Serial...                                in 0.195s
CopyToAsync...                           in 0.624s
CopyToAsync (Asynchronous)...            timed out
CopyTransformAsync...                    in 0.378s
CopyTransformAsync (Asynchronous)...     timed out

80K buffer

Serial...                                in 0.190s
CopyToAsync...                           in 0.355s
CopyToAsync (Asynchronous)...            in 1.196s
CopyTransformAsync...                    in 0.300s
CopyTransformAsync (Asynchronous)...     in 0.886s

160K buffer

Serial...                                in 0.432s
CopyToAsync...                           in 0.252s
CopyToAsync (Asynchronous)...            in 0.454s
CopyTransformAsync...                    in 0.447s
CopyTransformAsync (Asynchronous)...     in 0.555s

Here you can see the Process Explorer, performance graph as the test is run. Basically each top(in the lower of the three graphs) is the start of the serial test. You can clearly see how the throughput increases dramatically as the buffer size grows. It would appear as if it plans out somewhere around 80K which is what the .NET framework CopyToAsyncmethod uses, internally.

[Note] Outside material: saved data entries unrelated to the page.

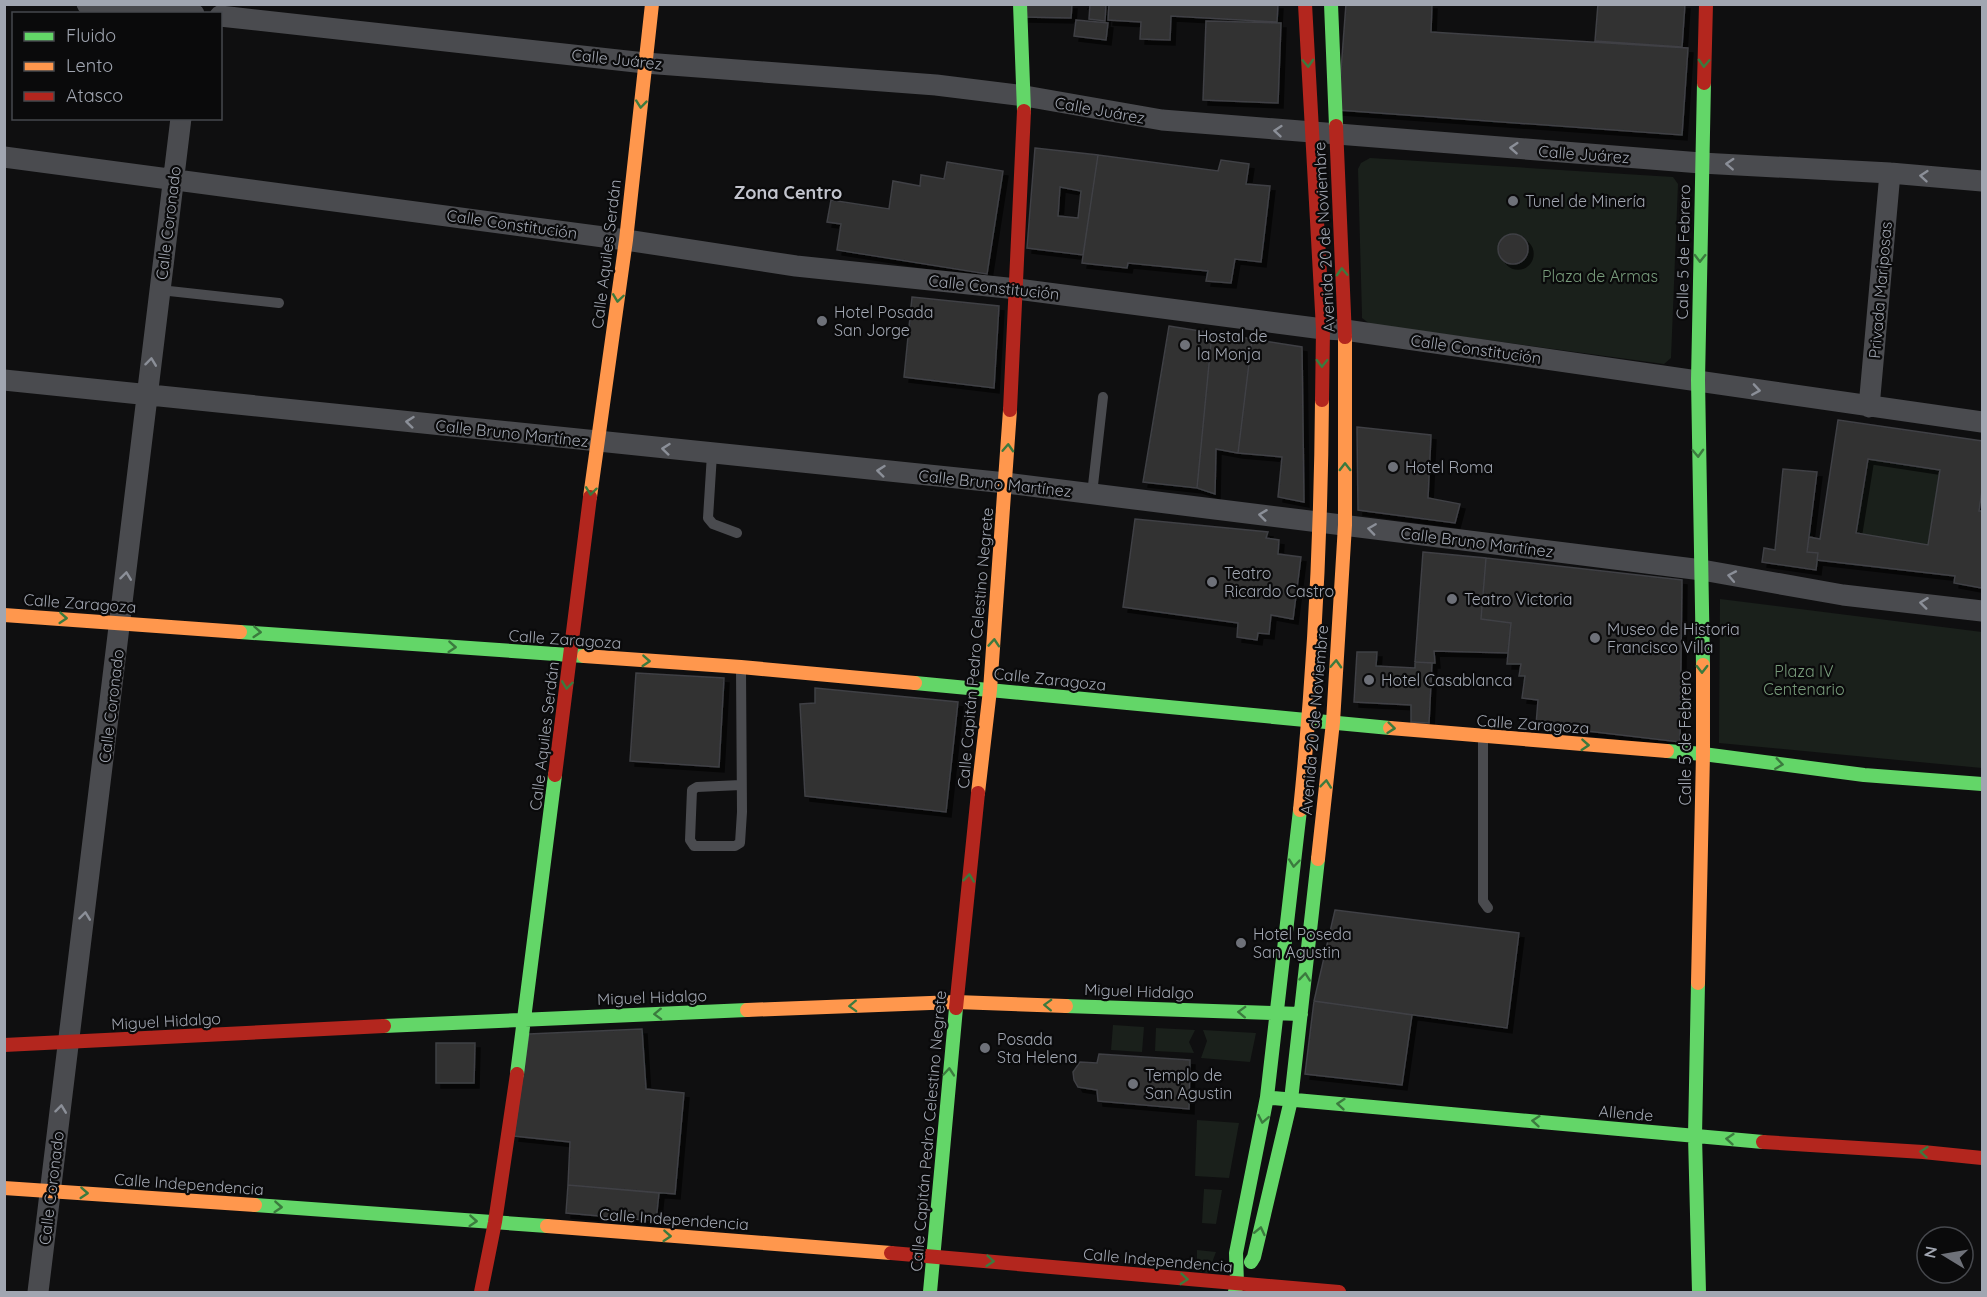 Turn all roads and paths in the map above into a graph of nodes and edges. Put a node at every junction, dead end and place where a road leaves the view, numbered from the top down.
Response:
1 (87, 4) edge
2 (652, 4) edge
3 (1020, 4) edge
4 (1305, 4) edge
5 (1331, 4) edge
6 (1706, 4) edge
7 (173, 12) edge
8 (222, 16) edge
9 (645, 63) junction
10 (1025, 96) junction
11 (181, 120) edge
12 (1311, 134) junction
13 (1336, 135) junction
14 (4, 157) edge
15 (1701, 163) junction
16 (1890, 173) junction
17 (173, 179) junction
18 (1983, 181) edge
19 (626, 240) junction
20 (1017, 289) junction
21 (160, 290) junction
22 (279, 303) dead end
23 (1323, 329) junction
24 (1345, 330) junction
25 (4, 380) edge
26 (1698, 381) junction
27 (147, 395) junction
28 (1103, 397) dead end
29 (1869, 407) junction
30 (1983, 422) edge
31 (597, 442) junction
32 (712, 454) junction
33 (1006, 483) junction
34 (1092, 494) junction
35 (1321, 522) junction
36 (1344, 525) junction
37 (737, 533) dead end
38 (1702, 570) junction
39 (1983, 611) edge
40 (4, 615) edge
41 (121, 622) junction
42 (570, 656) junction
43 (741, 667) junction
44 (990, 690) junction
45 (1309, 722) junction
46 (1333, 722) junction
47 (1483, 737) junction
48 (1702, 754) junction
49 (1983, 784) edge
50 (741, 785) junction
51 (1488, 908) dead end
52 (956, 1002) junction
53 (1278, 1013) junction
54 (1301, 1014) junction
55 (525, 1019) junction
56 (70, 1042) junction
57 (4, 1045) edge
58 (1267, 1097) junction
59 (1291, 1100) junction
60 (1695, 1136) junction
61 (1983, 1158) edge
62 (4, 1188) edge
63 (51, 1191) junction
64 (495, 1222) junction
65 (932, 1256) junction
66 (1238, 1290) edge
67 (38, 1293) edge
68 (481, 1293) edge
69 (930, 1293) edge
70 (1339, 1293) edge
71 (1699, 1293) edge

1 - 7 street
2 - 9 street, Calle Aquiles Serdán
3 - 10 street, Calle Capitán Pedro Celestino Negrete
4 -> 12 street, Avenida 20 de Noviembre
5 - 13 street, Avenida 20 de Noviembre
6 -> 15 street, Calle 5 de Febrero
8 - 9 street, Calle Juárez
9 - 10 street, Calle Juárez
9 -> 19 street, Calle Aquiles Serdán
12 -> 10 street, Calle Juárez
10 - 20 street, Calle Capitán Pedro Celestino Negrete
11 - 17 street, Calle Coronado
12 - 13 street, Calle Juárez
12 - 23 street, Avenida 20 de Noviembre
15 -> 13 street, Calle Juárez
24 -> 13 street, Avenida 20 de Noviembre
14 - 17 street, Calle Constitución
16 -> 15 street, Calle Juárez
15 -> 26 street, Calle 5 de Febrero
18 -> 16 street, Calle Juárez
16 - 29 street, Privada Mariposas
17 - 19 street, Calle Constitución
17 - 21 street, Calle Coronado
19 - 20 street, Calle Constitución
19 -> 31 street, Calle Aquiles Serdán
20 - 23 street, Calle Constitución
33 -> 20 street, Calle Capitán Pedro Celestino Negrete
21 - 22 lane
27 -> 21 street, Calle Coronado
23 - 24 street, Calle Constitución
23 -> 35 street, Avenida 20 de Noviembre
24 - 26 street, Calle Constitución
36 -> 24 street, Avenida 20 de Noviembre
25 - 27 street, Calle Bruno Martínez
26 -> 29 street, Calle Constitución
26 -> 38 street, Calle 5 de Febrero
31 -> 27 street, Calle Bruno Martínez
41 -> 27 street, Calle Coronado
28 - 34 lane
29 - 30 street, Calle Constitución
32 -> 31 street, Calle Bruno Martínez
31 -> 42 street, Calle Aquiles Serdán
33 -> 32 street, Calle Bruno Martínez
32 - 37 lane
33 - 34 street, Calle Bruno Martínez
44 -> 33 street, Calle Capitán Pedro Celestino Negrete
35 -> 34 street, Calle Bruno Martínez
35 - 36 street, Calle Bruno Martínez
35 - 45 street, Avenida 20 de Noviembre
38 -> 36 street, Calle Bruno Martínez
46 -> 36 street, Avenida 20 de Noviembre
39 -> 38 street, Calle Bruno Martínez
38 -> 48 street, Calle 5 de Febrero
40 -> 41 street, Calle Zaragoza
41 -> 42 street, Calle Zaragoza
56 -> 41 street, Calle Coronado
42 -> 43 street, Calle Zaragoza
42 -> 55 street, Calle Aquiles Serdán
43 - 44 street, Calle Zaragoza
43 - 50 lane
44 - 45 street, Calle Zaragoza
52 -> 44 street, Calle Capitán Pedro Celestino Negrete
45 - 46 street, Calle Zaragoza
45 -> 53 street, Avenida 20 de Noviembre
46 -> 47 street, Calle Zaragoza
54 -> 46 street, Avenida 20 de Noviembre
47 -> 48 street, Calle Zaragoza
47 - 51 lane
48 -> 49 street, Calle Zaragoza
48 - 60 street, Calle 5 de Febrero
50 - 50 lane
53 -> 52 street, Miguel Hidalgo
52 -> 55 street, Miguel Hidalgo
65 -> 52 street, Calle Capitán Pedro Celestino Negrete
53 - 54 street, Miguel Hidalgo
53 - 58 street, Avenida 20 de Noviembre
54 - 59 street, Avenida 20 de Noviembre
55 - 56 street, Miguel Hidalgo
55 - 64 street, Calle Aquiles Serdán
56 - 57 street, Miguel Hidalgo
63 -> 56 street, Calle Coronado
58 - 59 street, Allende
58 -> 66 street, Avenida 20 de Noviembre
60 -> 59 street, Allende
66 -> 59 street, Avenida 20 de Noviembre
61 -> 60 street, Allende
60 - 71 street, Calle 5 de Febrero
62 - 63 street, Calle Independencia
63 -> 64 street, Calle Independencia
63 - 67 street, Calle Coronado
64 -> 65 street, Calle Independencia
64 - 68 street, Calle Aquiles Serdán
65 -> 66 street, Calle Independencia
65 - 69 street, Calle Capitán Pedro Celestino Negrete
66 - 70 street, Calle Independencia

在这里您可以看到 Process Explorer,测试运行时的性能图。基本上每个顶部(在三张图中的下部)都是串行测试的开始。您可以清楚地看到吞吐量如何随着缓冲区大小的增加而急剧增加。看起来好像它计划在 80K 左右,这是 .NET 框架CopyToAsync方法在内部使用的。

Performance Graph

性能图

The nice thing here is that the final implementation wasn't that complicated:

这里的好处是最终的实现并没有那么复杂:

static Task CompletedTask = ((Task)Task.FromResult(0));
static async Task CopyTransformAsync(Stream inputStream
    , Stream outputStream
    , Func<ArraySegment<byte>, ArraySegment<byte>> transform = null
    )
{
    var temp = new byte[bufferSize];
    var temp2 = new byte[bufferSize];

    int i = 0;

    var readTask = inputStream
        .ReadAsync(temp, 0, bufferSize)
        .ConfigureAwait(false);

    var writeTask = CompletedTask.ConfigureAwait(false);

    for (; ; )
    {
        // synchronize read
        int read = await readTask;
        if (read == 0)
        {
            break;
        }

        if (i++ > 0)
        {
            // synchronize write
            await writeTask;
        }

        var chunk = new ArraySegment<byte>(temp, 0, read);

        // do transform (if any)
        if (!(transform == null))
        {
            chunk = transform(chunk);
        }

        // queue write
        writeTask = outputStream
            .WriteAsync(chunk.Array, chunk.Offset, chunk.Count)
            .ConfigureAwait(false);

        // queue read
        readTask = inputStream
            .ReadAsync(temp2, 0, bufferSize)
            .ConfigureAwait(false);

        // swap buffer
        var temp3 = temp;
        temp = temp2;
        temp2 = temp3;
    }

    await writeTask; // complete any lingering write task
}

This method of interleaving the read/write despite the huge buffers is somewhere between 18% faster than the BCL CopyToAsync.

尽管有巨大的缓冲区,但这种交错读/写的方法比 BCL 快 18% CopyToAsync

Out of curiosity, I did change the async calls to typical begin/end async pattern calls and that did not improve the situation one bit, it made it worse. For all I like to bash on the Task abstraction overhead, they do some nifty things when you write you code with the async/await keywords and it is much nicer to read that code!

出于好奇,我确实将异步调用更改为典型的开始/结束异步模式调用,但这并没有改善情况,反而使情况变得更糟。对于我喜欢抨击任务抽象开销的所有内容,当您使用 async/await 关键字编写代码时,它们会做一些漂亮的事情,并且阅读该代码会更好!